Weitemeyer Marie B, Helvind Neel M, Klausen Siri, Clasen-Linde Erik, Schmidt Grethe, Chakera Annette H, Hölmich Lisbet R
Department of Plastic Surgery, Copenhagen University Hospital - Herlev and Gentofte, Herlev, Denmark.
Department of Pathology, Copenhagen University Hospital - Herlev and Gentofte, Herlev, Denmark.
J Surg Oncol. 2025 Sep;132(3):447-455. doi: 10.1002/jso.70035. Epub 2025 Jul 7.
Sentinel lymph node biopsy (SLNB) is crucial for staging and managing melanoma, but selecting patients for SLNB is challenging, with around 80% of procedures yielding negative results. The clinicopathological and gene expression profile model (CP-GEP) was developed to identify low-risk melanoma patients who may forgo SLNB. CP-GEP combines Breslow thickness, patient age, and a gene expression analysis to classify patients as high- or low-risk for nodal metastasis. This study aimed to validate the performance of CP-GEP in a multicenter Danish cohort.

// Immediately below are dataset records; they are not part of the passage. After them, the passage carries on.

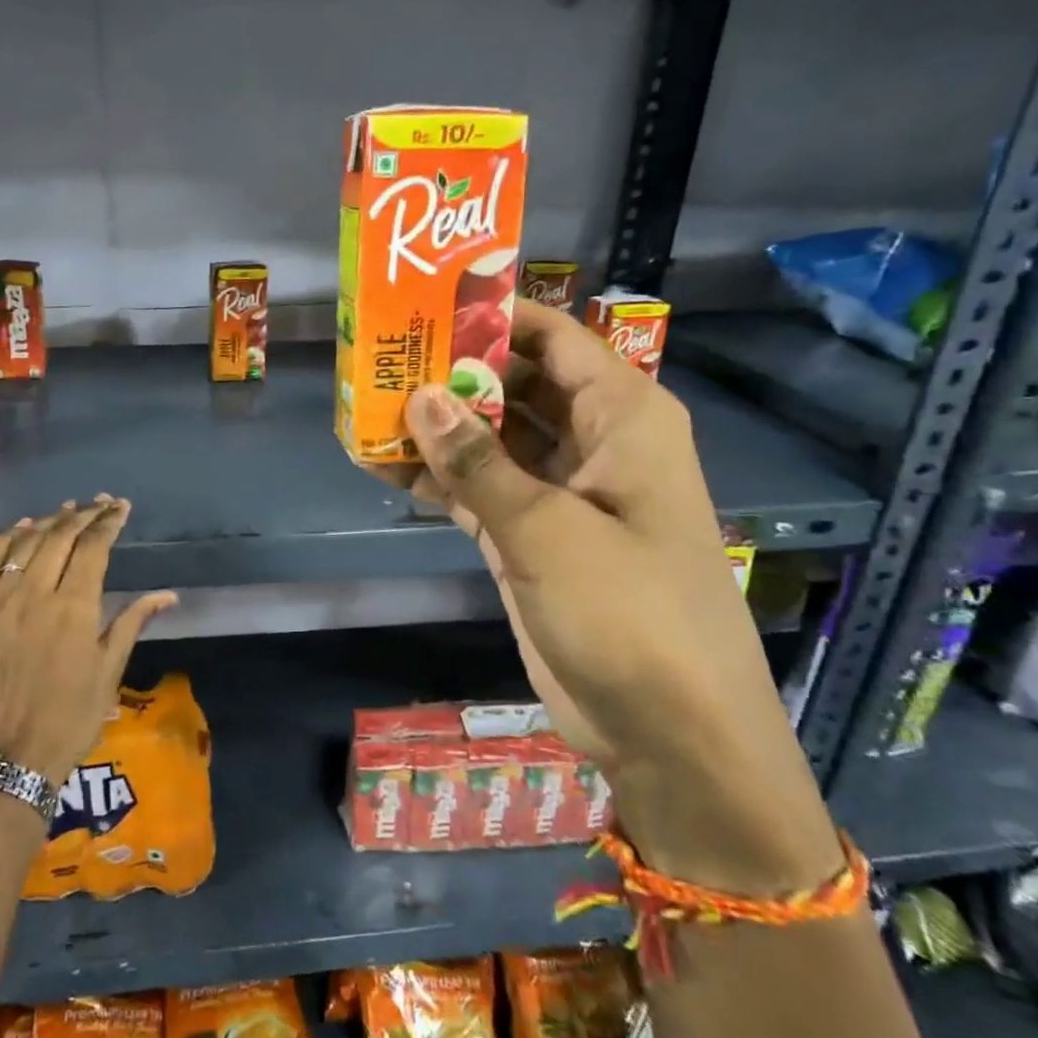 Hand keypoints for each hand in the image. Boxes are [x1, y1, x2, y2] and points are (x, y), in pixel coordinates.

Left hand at [0, 496, 176, 790]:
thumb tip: (168, 595)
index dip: (109, 522)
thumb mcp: (110, 670)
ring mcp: (0, 600)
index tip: (121, 508)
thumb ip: (133, 621)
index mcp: (74, 608)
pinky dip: (7, 538)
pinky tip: (23, 528)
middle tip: (101, 504)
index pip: (93, 547)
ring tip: (70, 510)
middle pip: (61, 535)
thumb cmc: (71, 716)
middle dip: (85, 514)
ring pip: (26, 542)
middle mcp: (36, 593)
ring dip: (51, 521)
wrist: (9, 756)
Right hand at [391, 302, 841, 893]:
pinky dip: (438, 478)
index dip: (492, 315)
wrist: (670, 733)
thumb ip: (477, 461)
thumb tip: (420, 395)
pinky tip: (383, 465)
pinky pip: (479, 488)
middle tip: (380, 355)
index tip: (424, 304)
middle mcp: (594, 442)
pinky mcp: (532, 536)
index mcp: (623, 416)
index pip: (553, 338)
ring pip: (491, 438)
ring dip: (437, 428)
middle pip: (515, 384)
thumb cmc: (630, 613)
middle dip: (453, 372)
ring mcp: (560, 492)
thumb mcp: (546, 529)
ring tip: (367, 406) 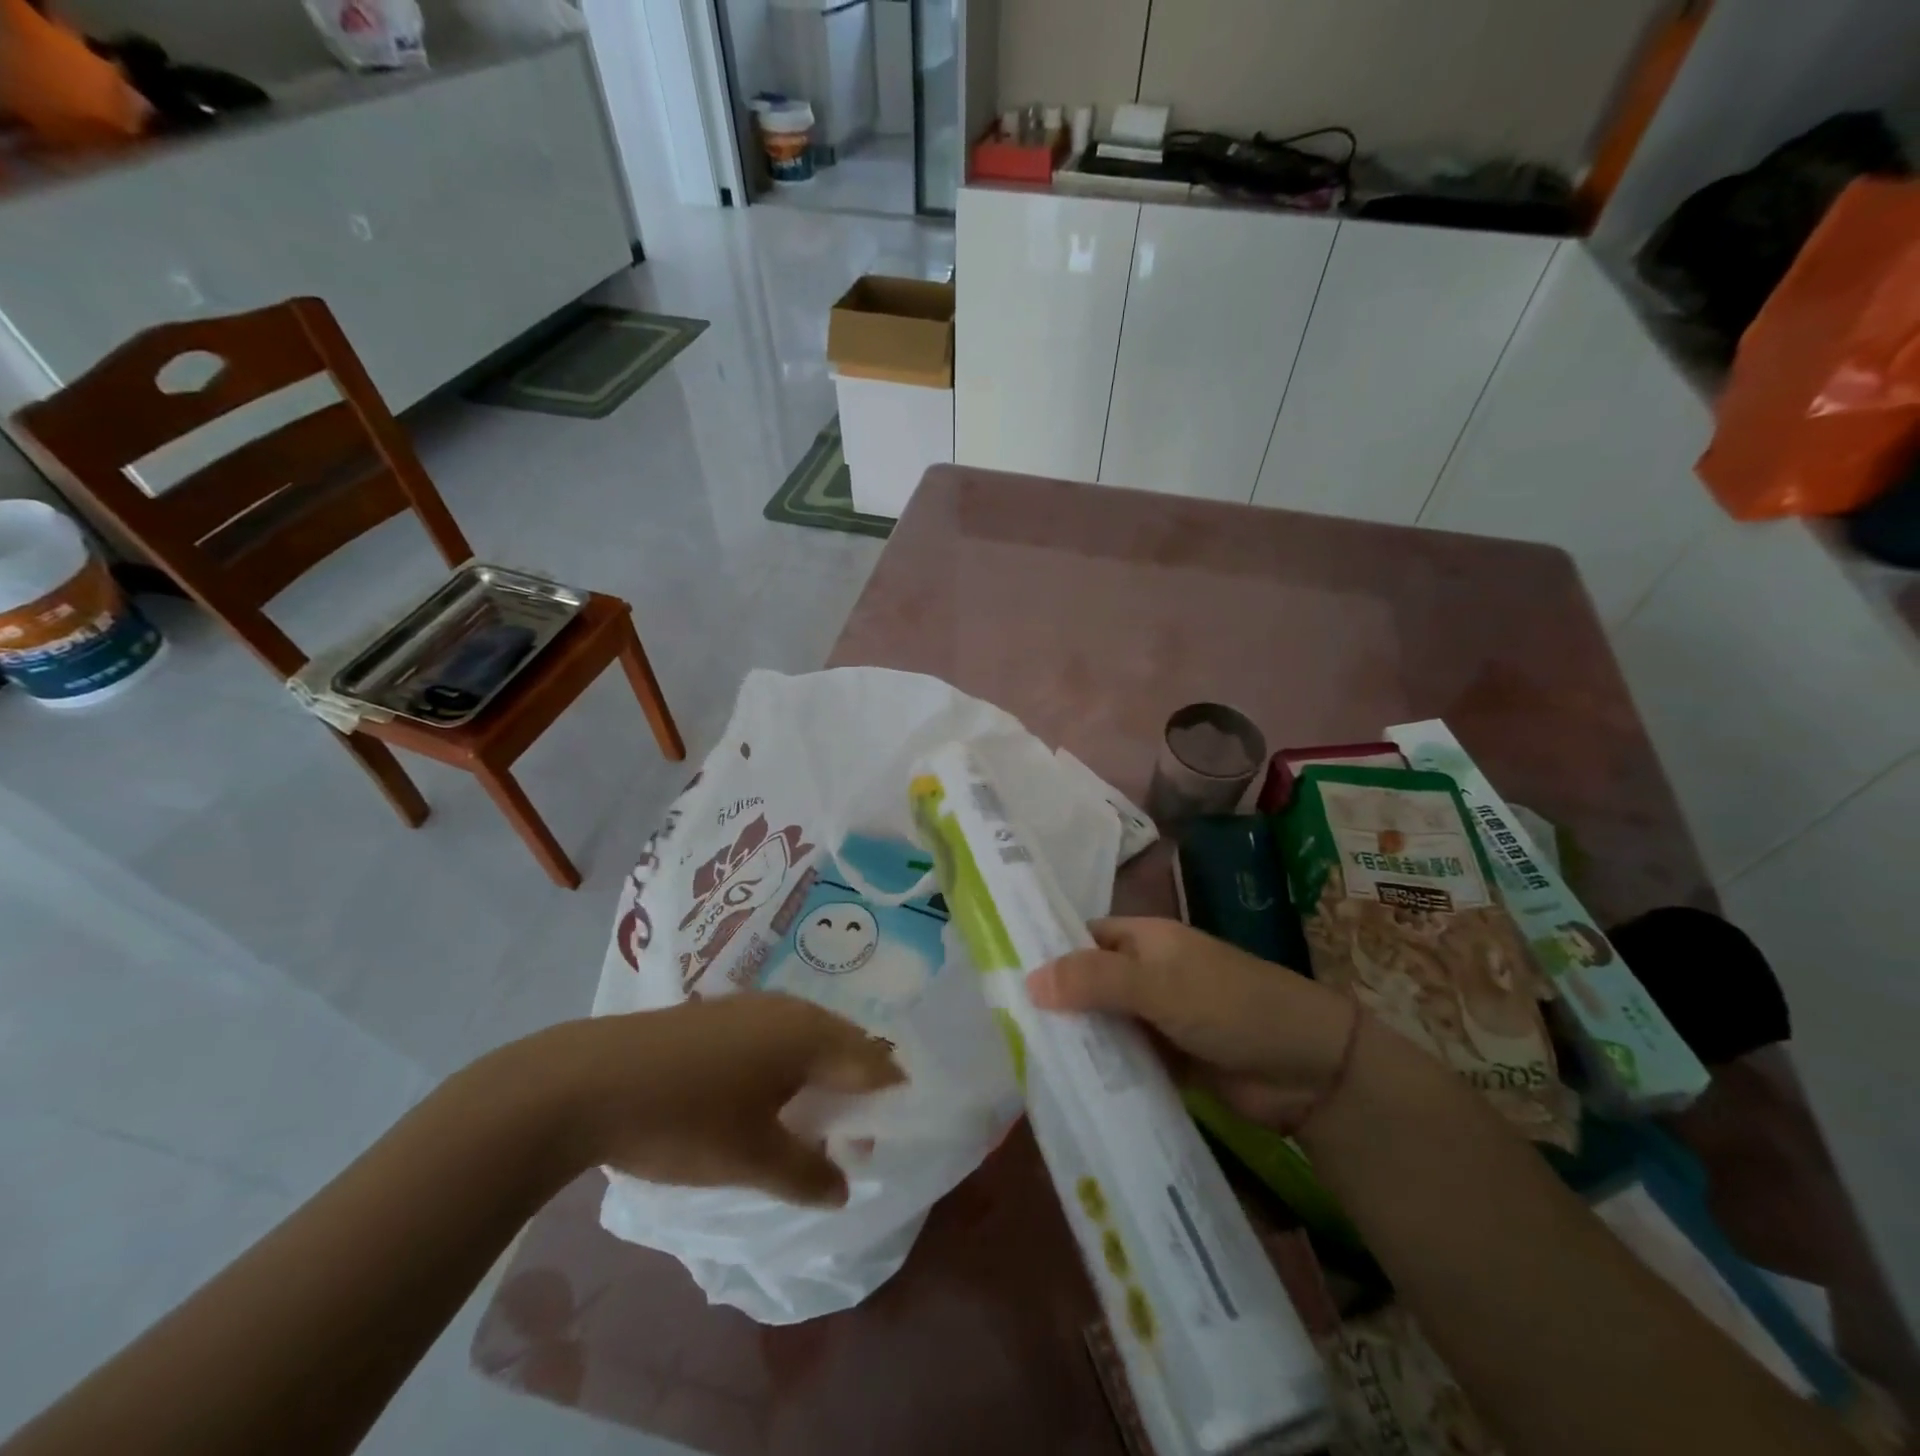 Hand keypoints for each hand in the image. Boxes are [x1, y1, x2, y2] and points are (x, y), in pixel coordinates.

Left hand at [543, 994, 904, 1206]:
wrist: (589, 1081)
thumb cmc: (684, 1119)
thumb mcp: (750, 1158)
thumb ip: (806, 1174)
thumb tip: (843, 1187)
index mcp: (809, 1035)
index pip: (871, 1061)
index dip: (889, 1094)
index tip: (894, 1129)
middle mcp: (789, 1009)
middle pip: (843, 1041)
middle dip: (857, 1081)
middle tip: (858, 1127)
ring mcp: (751, 1005)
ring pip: (807, 1034)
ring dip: (820, 1069)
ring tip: (816, 1112)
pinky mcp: (719, 1012)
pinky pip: (775, 1032)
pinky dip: (787, 1060)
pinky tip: (766, 1090)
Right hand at [1026, 917, 1355, 1131]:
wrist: (1308, 1070)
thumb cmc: (1231, 1005)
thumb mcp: (1159, 985)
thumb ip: (1095, 980)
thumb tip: (1028, 979)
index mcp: (1143, 939)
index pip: (1081, 938)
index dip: (1045, 952)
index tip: (999, 978)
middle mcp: (1145, 973)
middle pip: (1087, 983)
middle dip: (1053, 1004)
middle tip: (1002, 1032)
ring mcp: (1156, 1018)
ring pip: (1102, 1024)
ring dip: (1075, 1041)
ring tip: (1021, 1065)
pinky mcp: (1167, 1060)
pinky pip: (1123, 1059)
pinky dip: (1101, 1071)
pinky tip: (1065, 1091) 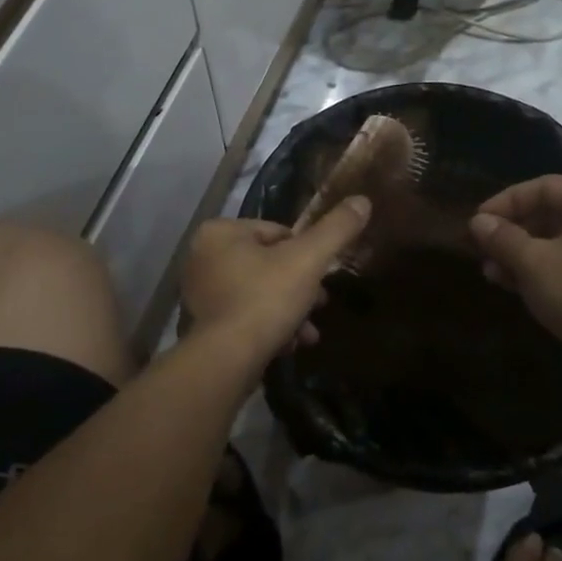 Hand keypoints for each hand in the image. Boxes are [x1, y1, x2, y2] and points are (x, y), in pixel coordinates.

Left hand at [180, 198, 372, 357]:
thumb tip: (362, 200)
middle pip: (268, 263)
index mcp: (219, 232)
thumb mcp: (308, 259)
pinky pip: (245, 315)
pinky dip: (269, 326)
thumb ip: (336, 229)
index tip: (321, 276)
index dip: (305, 254)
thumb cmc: (266, 298)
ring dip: (289, 309)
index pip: (277, 232)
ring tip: (308, 332)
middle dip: (299, 286)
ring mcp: (199, 292)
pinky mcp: (204, 324)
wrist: (228, 360)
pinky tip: (290, 344)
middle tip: (320, 303)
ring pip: (260, 292)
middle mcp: (202, 257)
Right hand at [467, 176, 561, 356]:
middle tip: (482, 251)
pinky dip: (544, 268)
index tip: (476, 223)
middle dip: (512, 233)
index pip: (542, 187)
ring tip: (492, 273)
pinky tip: (516, 285)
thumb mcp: (533, 263)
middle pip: (551, 213)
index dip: (504, 202)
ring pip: (559, 241)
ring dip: (523, 254)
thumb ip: (502, 238)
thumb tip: (477, 222)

Primary melanoma tissue from 536 T1-T3 patients who had undergone SLNB was retrospectively analyzed using CP-GEP. Results were compared with SLNB status and the Melanoma Institute Australia nomogram (MIA).
T1, T2, and T3 melanomas comprised 32.8%, 46.8%, and 20.3% of cases, respectively. The SLNB positivity rate was 18.1%. Overall, 40.9% was classified as CP-GEP low-risk (NPV 91.3%). Among T1 and T2 subgroups, 72.7% and 35.5% were low-risk, with NPVs of 94.5% and 87.6%, respectively. For 507 patients with MIA scores, CP-GEP identified 42.4% as low-risk (NPV 91.2%) versus 8.1% by MIA (NPV 95.1%).
CP-GEP is a promising tool for supporting deselection of SLNB in melanoma patients, with a potential reduction rate of over 40%.
前哨淋巴结活检(SLNB)对于黑色素瘤的分期和治疗至关重要,但选择进行SLNB的患者具有挑战性,约80%的手术结果为阴性。临床病理和基因表达谱模型(CP-GEP)旨在识别可能无需进行SLNB的低风险黑色素瘤患者。CP-GEP结合Breslow厚度、患者年龄和基因表达分析,将患者分为淋巴结转移的高风险或低风险。本研究旨在验证CP-GEP在丹麦多中心队列中的性能。
对536例接受SLNB的T1-T3期患者的原发性黑色素瘤组织进行回顾性CP-GEP分析。将结果与SLNB状态和澳大利亚黑色素瘤研究所列线图(MIA)进行比较。
T1、T2和T3期黑色素瘤分别占病例的32.8%、46.8%和20.3%。SLNB阳性率为18.1%。总体而言,40.9%被分类为CP-GEP低风险(阴性预测值91.3%)。在T1和T2亚组中,72.7%和35.5%为低风险,阴性预测值分别为94.5%和87.6%。对于507例有MIA评分的患者,CP-GEP将42.4%识别为低风险(阴性预测值91.2%),而MIA识别为8.1%(阴性预测值95.1%)。
CP-GEP是支持黑色素瘤患者不进行SLNB选择的有前景的工具,潜在减少率超过40%。